* _Exercise description_
Find and copy each line of the listing below that has the word "Fleur" in it.

########

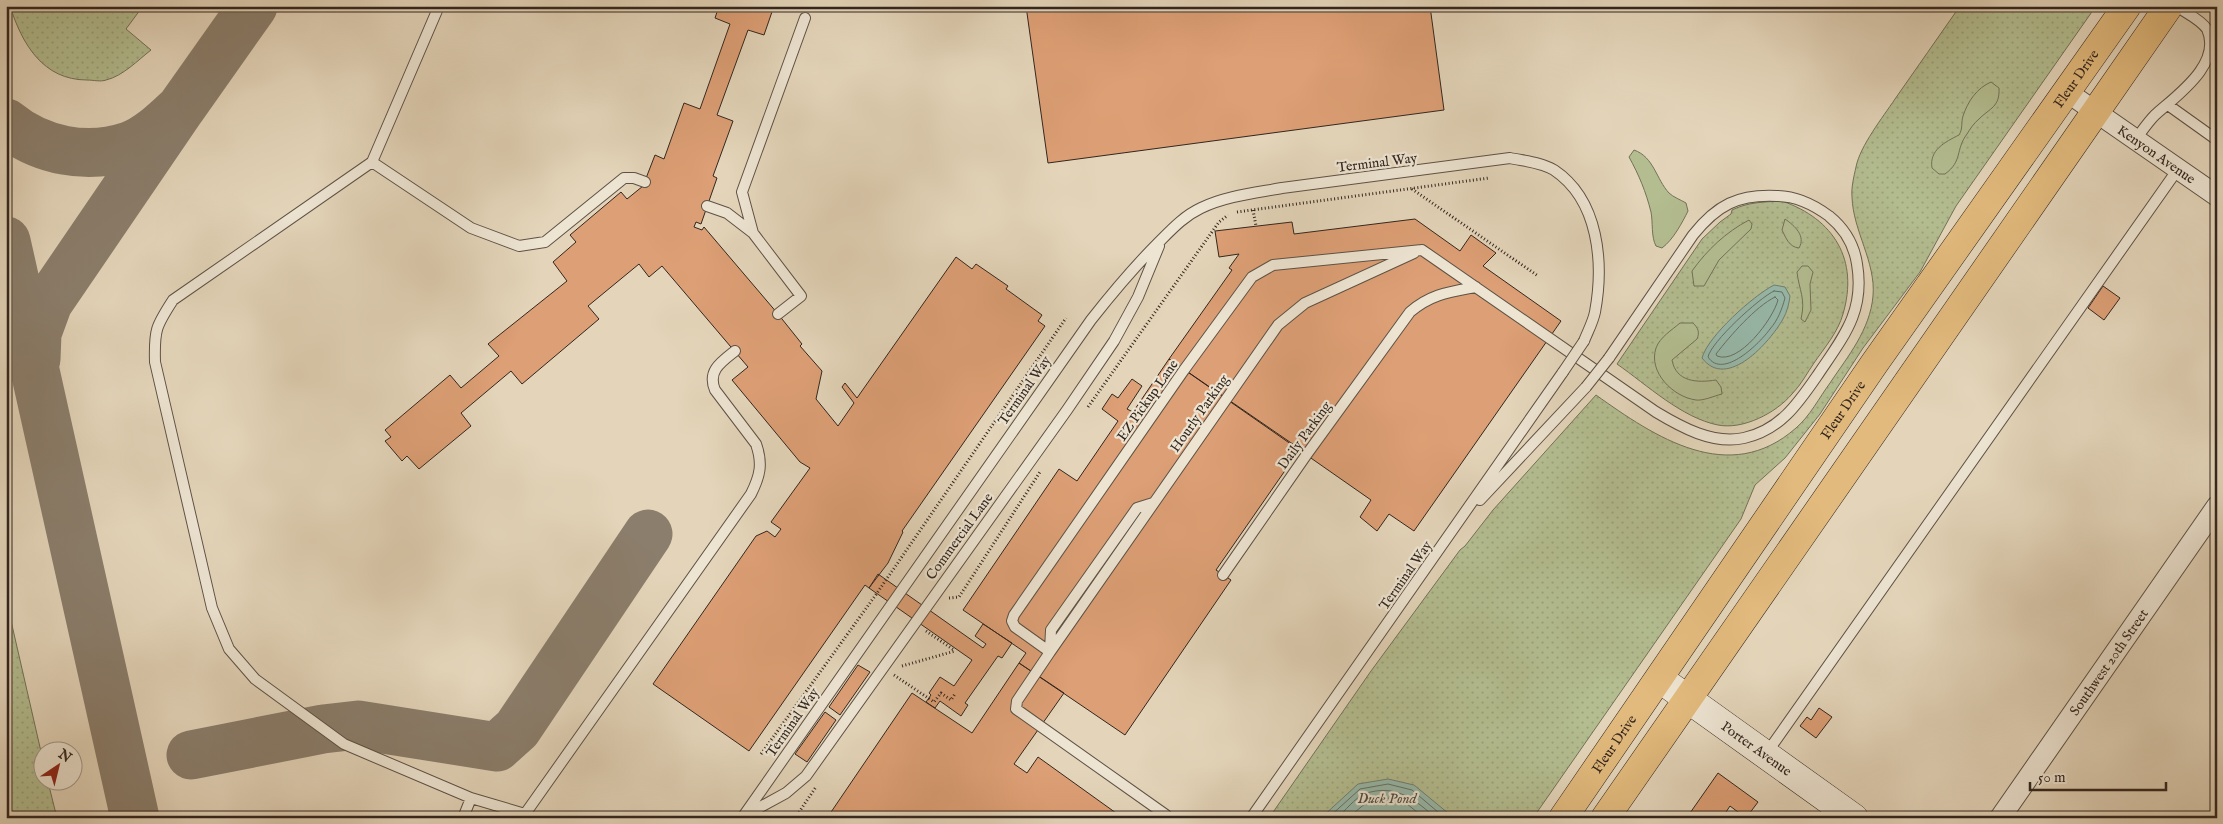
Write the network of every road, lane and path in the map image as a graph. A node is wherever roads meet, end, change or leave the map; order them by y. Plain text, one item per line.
1 (439, 6) edge
2 (2127, 6) edge
3 (2169, 6) edge
4 (2176, 6) edge
5 (805, 18) dead end
6 (2067, 92) junction
7 (2168, 105) junction
8 (2096, 111) junction
9 (2136, 139) junction
10 (2217, 140) edge
11 (372, 162) junction
12 (2178, 169) junction
13 (1489, 178) dead end
14 (645, 182) dead end
15 (1412, 189) junction
16 (2217, 196) edge
17 (707, 206) dead end
18 (1253, 210) junction
19 (1256, 226) dead end
20 (753, 233) junction
21 (1161, 240) junction
22 (1422, 250) junction
23 (1538, 276) dead end
24 (1476, 287) junction
25 (778, 314) dead end
26 (1066, 318) dead end
27 (735, 351) dead end
28 (1085, 411) dead end
29 (1040, 468) dead end
30 (2217, 506) edge
31 (1460, 521) junction
32 (1223, 575) dead end
33 (947, 598) dead end
34 (930, 622) dead end
35 (1050, 652) junction
36 (900, 666) dead end
37 (894, 675) dead end
38 (1660, 679) junction
39 (955, 694) dead end
40 (1688, 699) junction
41 (762, 754) dead end
42 (1765, 754) junction
43 (471, 798) junction
44 (1840, 811) edge
45 (527, 816) edge
46 (742, 817) edge
47 (463, 818) edge
48 (1167, 818) edge
49 (1252, 818) edge
50 (1564, 818) edge
51 (1605, 818) edge
52 (2000, 818) edge

1 - 11 lane
2 - 6 main road, Fleur Drive
3 - 8 main road
4 - 7 lane
5 - 20 lane
6 - 8 street, Kenyon Avenue
6 - 38 main road, Fleur Drive
7 - 9 lane
7 - 10 lane
8 - 9 street, Kenyon Avenue
8 - 40 main road
9 - 12 street, Kenyon Avenue
11 - 14 lane
11 - 43 lane
12 - 16 street, Kenyon Avenue
12 - 42 lane
13 - 15 path
15 - 18 path
15 - 23 path
17 - 20 lane
18 - 19 path
18 - 28 path
20 - 25 lane
21 - 31 lane, Terminal Way, bridge
21 - 46 lane, Terminal Way
21 - 46 lane, Commercial Lane
22 - 24 lane
22 - 35 lane, Hourly Parking
22 - 35 lane, EZ Pickup Lane
24 - 31 lane, bridge
24 - 32 lane, Daily Parking
26 - 41 path
27 - 45 lane
29 - 33 path
30 - 52 street, Southwest 20th Street
31 - 49 lane, Terminal Way
34 - 36 path
35 - 48 lane
37 - 39 path
38 - 40 street, Porter Avenue
38 - 50 main road, Fleur Drive
40 - 42 street, Porter Avenue
40 - 51 main road
42 - 44 street, Porter Avenue
43 - 45 lane
43 - 47 lane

########

* _Written answer_
2 - 6 main road, Fleur Drive
6 - 38 main road, Fleur Drive
38 - 50 main road, Fleur Drive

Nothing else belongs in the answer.